It also comes across as someone who is insanely competitive and just wants to win. But he doesn’t want to win for Spurs, he wants to win for himself and because of that, he wants to win right now. He doesn’t want to spend the time building something. He wants to win immediately because he knows he has to win immediately.
He knows he has a shelf life. He knows that clubs spending the £100m+ a year like he demands is unsustainable and whatever you win will likely come at the expense of being able to win a few years down the line. That’s not his problem though, he won’t be there! He’ll be off somewhere else winning again. But in order to keep winning in short periods of time you need to join a club that’s ready to win right away. In order to get those jobs, you need to be winning.
That’s not to say that Conte can’t build something and be successful. We’ve seen him do it before. We’ve seen him play a big part in rebuilding Juventus. We’ve seen him have success at the international level - when he couldn’t sign whomever he wanted - with a team that wasn’t expected to be very good. We’ve seen him be successful with no budget in lower leagues.
All this reminds me of another brash manager. Mr. Jose Mourinho.
Along with his charisma mid oughts Jose Mourinho was an innovator and a fantastic motivator. He had a great way of creating an “us against the world” mentality. In 2004 when asked in an interview with a Portuguese magazine what kind of players he likes he responded “money, none, titles, zero9.” He wanted young, hungry players that he could mold. Follow me and I’ll make you a winner. He was a manager who built up players and teams and made them better.
He got his start at small teams and build them up. He won the Champions League with tiny Porto. He then moved to Chelsea, a club that hadn't won England’s top division since the 50’s. Especially because he dominated England for two years, and the Chelsea team he left ended up losing the title by two points and losing the Champions League final on penalties10.

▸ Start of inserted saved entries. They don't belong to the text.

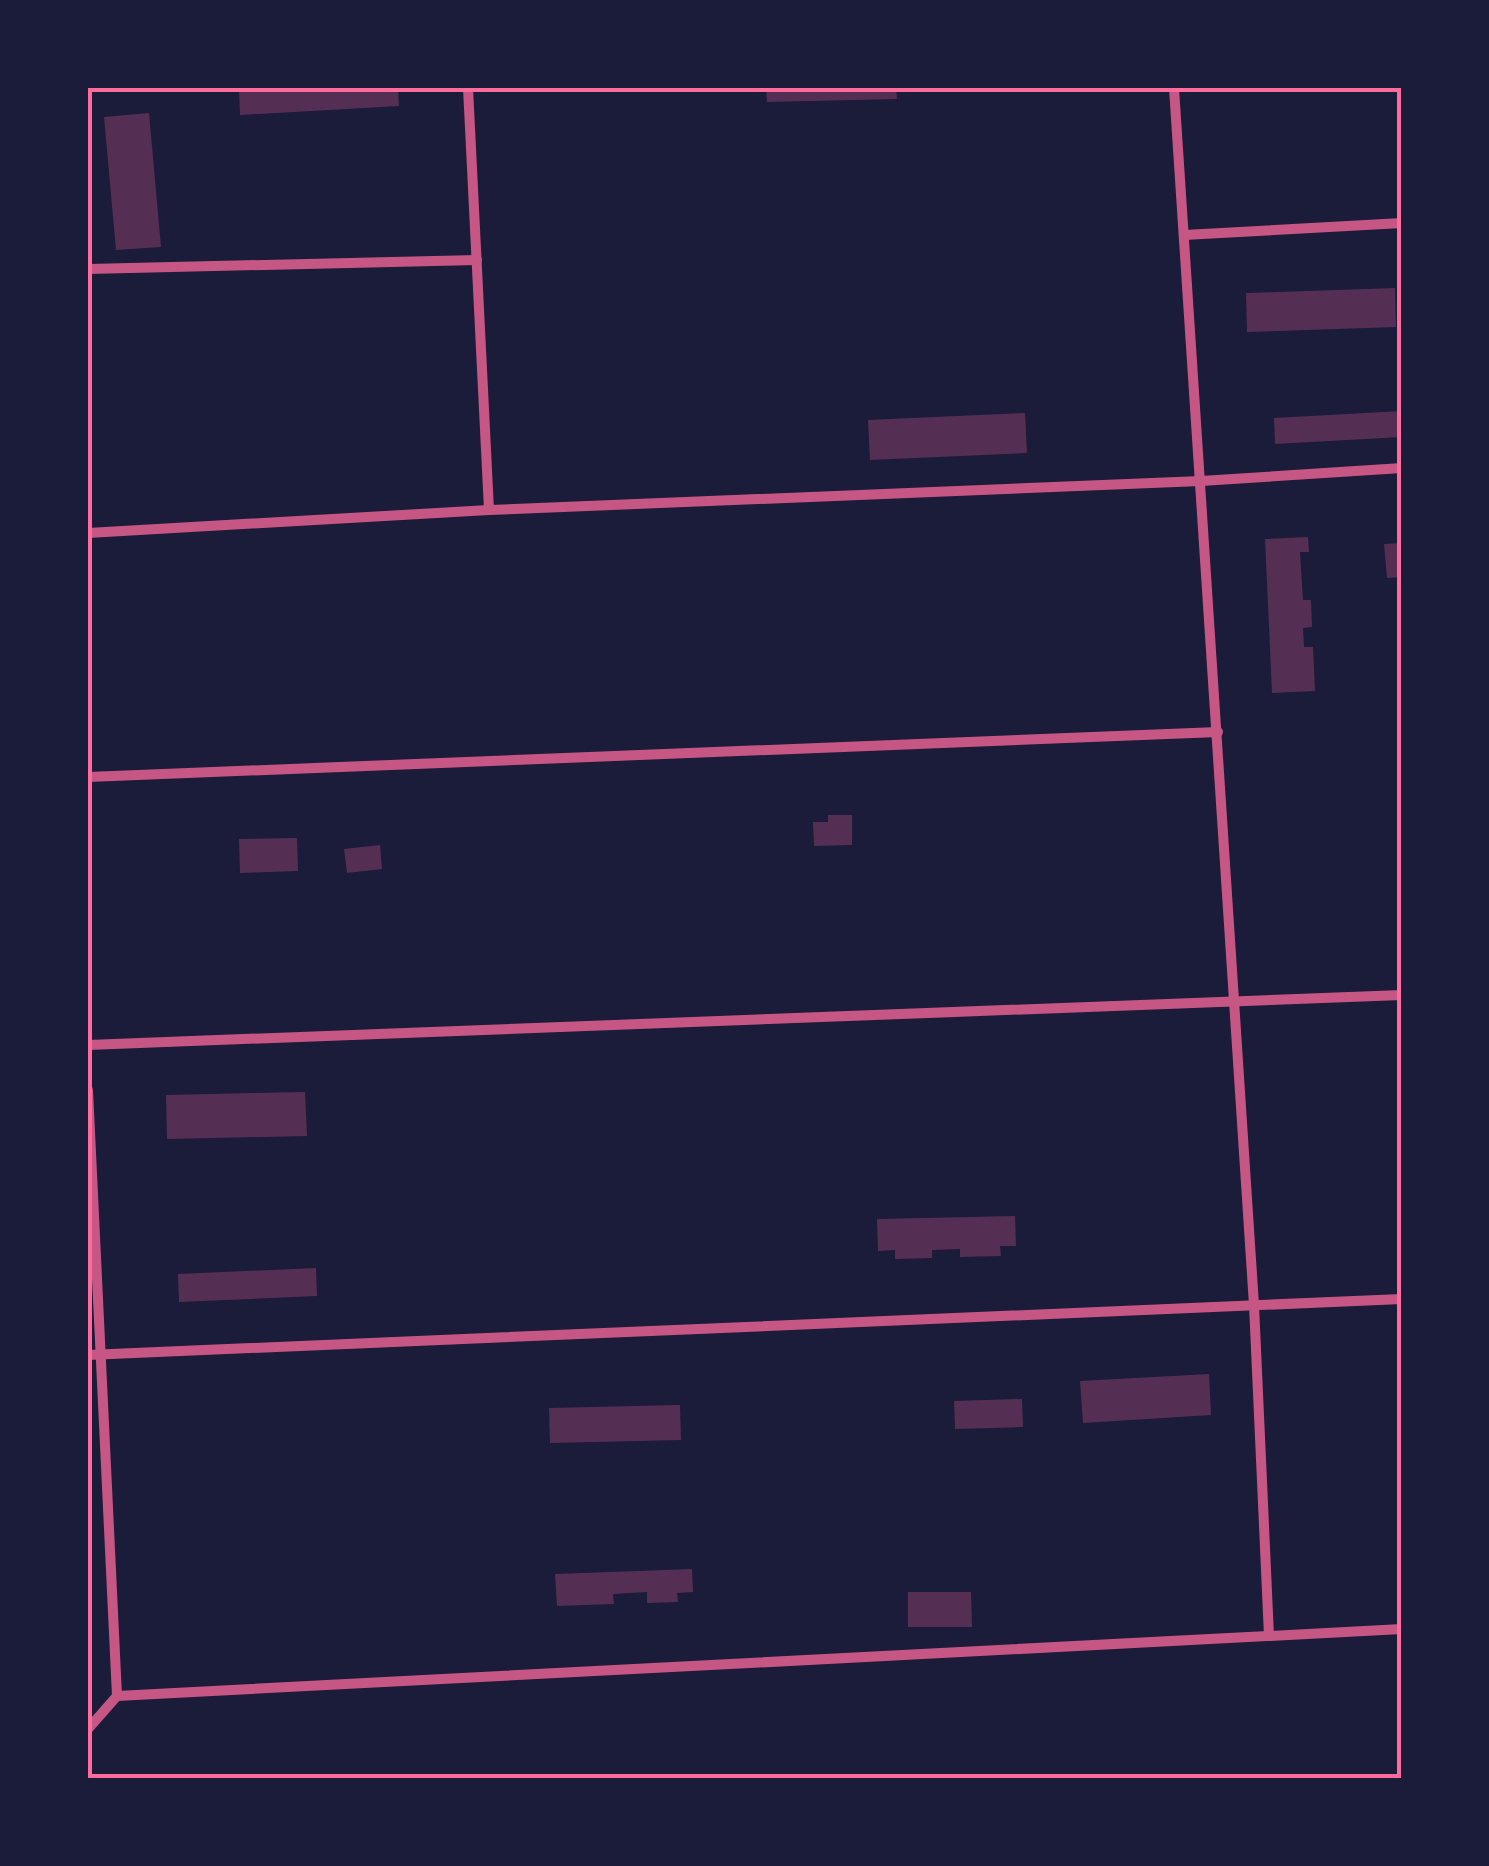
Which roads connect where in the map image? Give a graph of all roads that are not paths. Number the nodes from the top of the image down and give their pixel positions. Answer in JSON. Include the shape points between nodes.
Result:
{"nodes":[{"id":1,"x":468,"y":88,"type":"edge"},
{"id":2,"x":1174,"y":88,"type":"edge"},
{"id":3,"x":1402,"y":223,"type":"edge"},
{"id":4,"x":1184,"y":235,"type":"junction"},
{"id":5,"x":476,"y":260,"type":"junction"},
{"id":6,"x":88,"y":269,"type":"edge"},
{"id":7,"x":1402,"y":468,"type":"edge"},
{"id":8,"x":1201,"y":481,"type":"junction"},
{"id":9,"x":489,"y":510,"type":"junction"},
{"id":10,"x":88,"y":532,"type":"edge"},
{"id":11,"x":1218,"y":732,"type":"junction"},
{"id":12,"x":88,"y":778,"type":"edge"},
{"id":13,"x":1402,"y":995,"type":"edge"},
{"id":14,"x":1235,"y":1001,"type":"junction"},
{"id":15,"x":88,"y":1045,"type":"edge"},
{"id":16,"x":88,"y":1090,"type":"edge"},
{"id":17,"x":1402,"y":1299,"type":"edge"},
{"id":18,"x":1254,"y":1305,"type":"junction"},
{"id":19,"x":100,"y":1353,"type":"junction"},
{"id":20,"x":88,"y":1355,"type":"edge"},
{"id":21,"x":1402,"y":1629,"type":"edge"},
{"id":22,"x":1269,"y":1636,"type":"junction"},
{"id":23,"x":118,"y":1696,"type":"junction"},
{"id":24,"x":88,"y":1729,"type":"edge"}],
"edges":[{"from":1,"to":5,"type":"street"},
{"from":2,"to":4,"type":"street"},
{"from":3,"to":4,"type":"street"},
{"from":4,"to":8,"type":"street"},
{"from":5,"to":6,"type":"street"},
{"from":5,"to":9,"type":"street"},
{"from":7,"to":8,"type":"street"},
{"from":8,"to":9,"type":"street"},
{"from":8,"to":11,"type":"street"},
{"from":9,"to":10,"type":"street"},
{"from":11,"to":12,"type":"street"},
{"from":11,"to":14,"type":"street"},
{"from":13,"to":14,"type":"street"},
{"from":14,"to":15,"type":"street"},
{"from":14,"to":18,"type":"street"},
{"from":16,"to":19,"type":"street"},
{"from":17,"to":18,"type":"street"},
{"from":18,"to":19,"type":"street"},
{"from":18,"to":22,"type":"street"},
{"from":19,"to":20,"type":"street"},
{"from":19,"to":23,"type":"street"},
{"from":21,"to":22,"type":"street"},
{"from":22,"to":23,"type":"street"},
{"from":23,"to":24,"type":"street"}]}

He went to Inter and won again. In year two he took advantage of a volcano in Iceland and won the Champions League again. That earned him a job with Real Madrid that not only changed his career but changed who he was.

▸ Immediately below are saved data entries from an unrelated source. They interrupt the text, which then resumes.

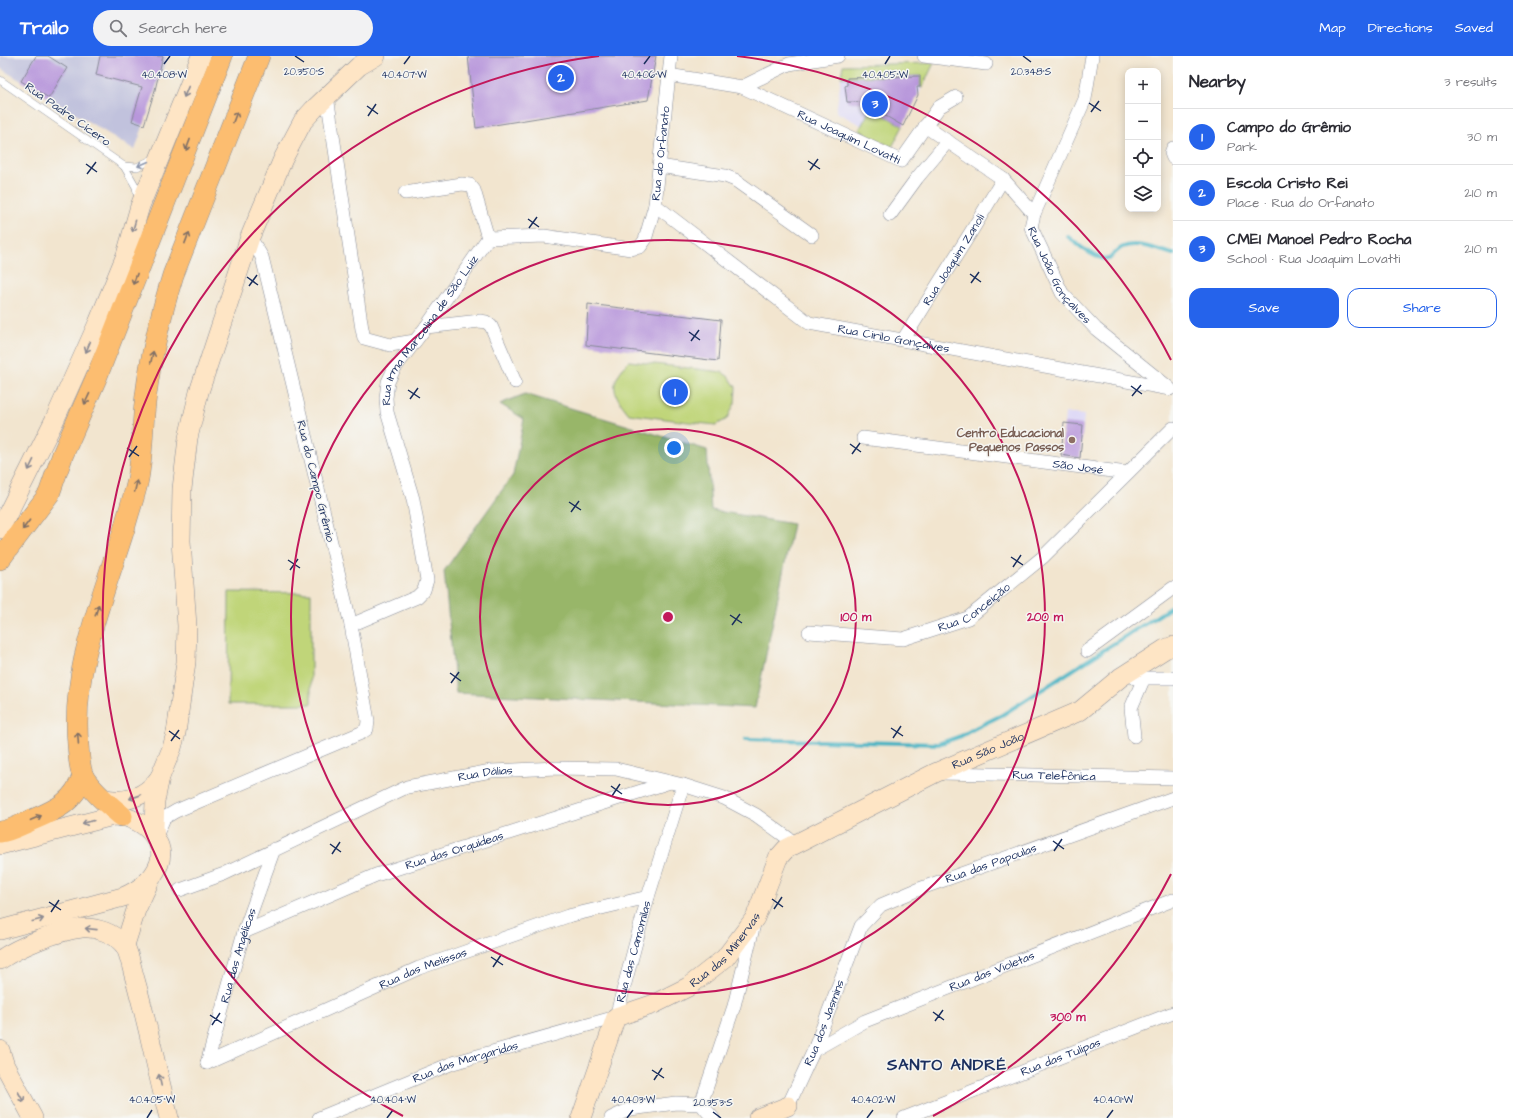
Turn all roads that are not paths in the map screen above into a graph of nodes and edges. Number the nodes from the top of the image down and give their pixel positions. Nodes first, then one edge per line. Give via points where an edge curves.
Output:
1 (201, 56) edge
2 (222, 56) edge
3 (259, 56) edge
4 (376, 56) edge
5 (671, 56) edge
6 (838, 56) edge
7 (924, 56) edge
8 (1092, 56) edge
9 (986, 64) dead end
10 (668, 75) junction
11 (0, 80) edge
12 (742, 87) junction
13 (327, 96) junction
14 (956, 97) dead end
15 (925, 126) junction
16 (948, 141) junction
17 (1173, 148) edge
18 (161, 155) junction
19 (1173, 158) edge
20 (901, 161) junction
21 (124, 166) junction
22 (660, 166) junction
23 (916, 178) junction
24 (1003, 179) junction
25 (405, 193) dead end
26 (655, 205) junction
27 (140, 206) junction
28 (1034, 214) junction
29 (890, 215) dead end
30 (812, 235) dead end
31 (250, 237) junction
32 (488, 238) junction
33 (426, 327) junction
34 (903, 340) junction
35 (415, 341) junction
36 (516, 382) dead end
37 (1172, 391) edge
38 (1173, 428) edge
39 (863, 438) dead end
40 (1127, 473) junction
41 (0, 529) edge
42 (0, 559) edge
43 (1173, 588) edge
44 (351, 625) junction
45 (809, 632) dead end
46 (1173, 646) edge
47 (1087, 651) dead end
48 (1121, 677) junction
49 (1144, 678) junction
50 (1173, 678) edge
51 (1134, 736) dead end
52 (935, 773) junction
53 (83, 776) junction
54 (160, 777) junction
55 (1173, 778) edge
56 (677, 783) junction
57 (102, 798) junction
58 (1173, 798) edge
59 (122, 816) junction
60 (0, 832) edge
61 (155, 838) junction
62 (796, 844) junction
63 (0, 845) edge
64 (274, 849) junction
65 (157, 869) junction
66 (180, 890) dead end
67 (648, 898) junction
68 (1173, 900) edge
69 (755, 918) junction
70 (861, 926) joint
71 (0, 930) edge
72 (244, 932) junction
73 (125, 946) junction
74 (0, 960) edge
75 (1173, 1013) edge
76 (616, 1017) junction
77 (0, 1050) edge
78 (814, 1050) junction
79 (207, 1063) joint
80 (701, 1104) junction
81 (787, 1112) edge
82 (33, 1118) edge
83 (168, 1118) edge
84 (319, 1118) edge
85 (581, 1118) edge
86 (611, 1118) edge
87 (713, 1118) edge
88 (758, 1118) edge
89 (904, 1118) edge

1 -> 18 street
2 -> 42 main road via 49,494
53 -> 3 main road via 77,721 82,666 91,627 134,493 151,364 161,319 173,275
4 - 13 street via 359,66
5 - 10 street, Rua do Orfanato
6 - 12 street via 790,64
7 - 9 street
8 - 28 street, Rua João Gonçalves via 1085,99
10 - 12 street, Rua Joaquim Lovatti
10 - 22 street, Rua do Orfanato
11 - 21 lane, Rua Padre Cícero
12 - 20 street, Rua Joaquim Lovatti
13 - 31 street via 303,121 283,159
13 - 35 street via 364,338 390,345
14 - 15 street, Rua Joaquim Lovatti via 939,107
15 - 16 street
15 - 20 street, Rua Joaquim Lovatti
16 - 23 street
16 - 24 street
17 - 19 street
18 -> 21 lane via 142,166
18 - 27 street
20 - 23 street
21 - 27 lane, Rua Padre Cícero via 136,187
22 - 26 street, Rua do Orfanato
22 - 30 street via 725,176 735,180
23 - 29 street
24 - 28 street
24 - 34 street, Rua Joaquim Zanoli
25 - 32 street via 462,184 470,186 474,190
26 - 32 street, Rua do Orfanato via 645,240 640,247 631,249 544,236
26 - 34 street, Rua Cirilo Gonçalves via 809,323
27 -> 41 street via 126,255 77,372
28 - 37 street, Rua João Gonçalves via 1031,227 1062,293 1096,329
31 - 44 street, Rua do Campo Grêmio via 262,257
31 - 54 street via 199,392 188,438 181,515 187,626 186,662 176,733
32 - 33 street, Rua Irma Marcelina de São Luiz
33 - 35 street, Rua Irma Marcelina de São Luiz
33 - 36 street via 486,322 491,326
34 - 37 street, Rua Cirilo Gonçalves
35 - 44 street, Rua Irma Marcelina de São Luiz via 394,369 388,382 386,398 391,427 413,499 427,580 424,590 417,597
38 - 40 street, Rua Conceição
39 - 40 street, São José
40 - 45 street, Rua Conceição via 1043,557 968,618 903,639
43 - 47 street
44 - 61 street, Rua do Campo Grêmio via 368,721 367,729 164,818
46 - 48 street, Rua São João
48 - 49 street
48 - 52 street, Rua São João via 1080,711
49 - 50 street
49 - 51 street via 1131,708
52 - 55 street, Rua Telefônica
52 - 62 street, Rua São João
53 - 57 main road
60 -> 53 main road via 60,807 74,794
54 -> 57 street via 149,790 133,798 117,801
54 - 61 street via 154,813
56 - 62 street, Rua Dálias via 724,798 756,815
56 - 64 street, Rua Dálias via 616,769 549,768 491,771 407,787
56 - 67 street, Rua das Camomilas
56 - 72 street, Rua das Orquídeas via 376,875
57 - 59 main road
58 - 70 street, Rua das Papoulas via 881,905
59 - 61 street via 140,822
59 -> 63 street via 113,816
61 - 65 street via 161,857
62 - 69 street, Rua das Minervas via 786,849 778,858
64 - 66 street, Rua Dálias via 224,874
64 - 72 street, Rua das Angélicas
71 -> 65 street via 123,897 139,888
65 - 73 street via 136,910
67 - 76 street, Rua das Camomilas
67 - 79 street, Rua das Melissas via 568,916 419,968
68 - 78 street, Rua das Violetas via 865,1021
69 - 76 street, Rua das Minervas via 725,958 688,987 654,1004
69 - 80 street via 734,1006
70 - 78 street, Rua dos Jasmins
72 - 79 street, Rua das Angélicas
73 -> 74 street via 103,931 81,928 36,942
83 -> 73 street
75 - 89 street, Rua das Tulipas
76 - 84 street, Rua das Margaridas via 453,1063
76 - 85 street, Rua das Camomilas
77 -> 82 street
78 - 81 street, Rua dos Jasmins
80 - 86 street via 676,1103 630,1109
80 - 87 street
81 - 88 street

Mourinho walked into a Real Madrid dressing room that featured many players who had just won the World Cup. The “I’ll make you a winner” mantra isn’t going to work on players who have already won. Neither is the “the whole world is against us” ideal. You’re Real Madrid, half the world is already either with you or against you. That mantra was able to work a little bit in terms of Real’s battles with Pep Guardiola’s Barcelona side, but as soon as they won La Liga things started to apart.
That Real Madrid job changed him. It’s hard to remember young Mourinho these days but the man was a forward thinker. He brought innovation to the Premier League. So what if that innovation was mostly just the 4-3-3 with a midfielder in “the Mackelele role11,” back then only Arsene Wenger’s Arsenal were playing a 4-3-3 so it was innovative. He changed his system at Inter, often playing two up top, to help him win there.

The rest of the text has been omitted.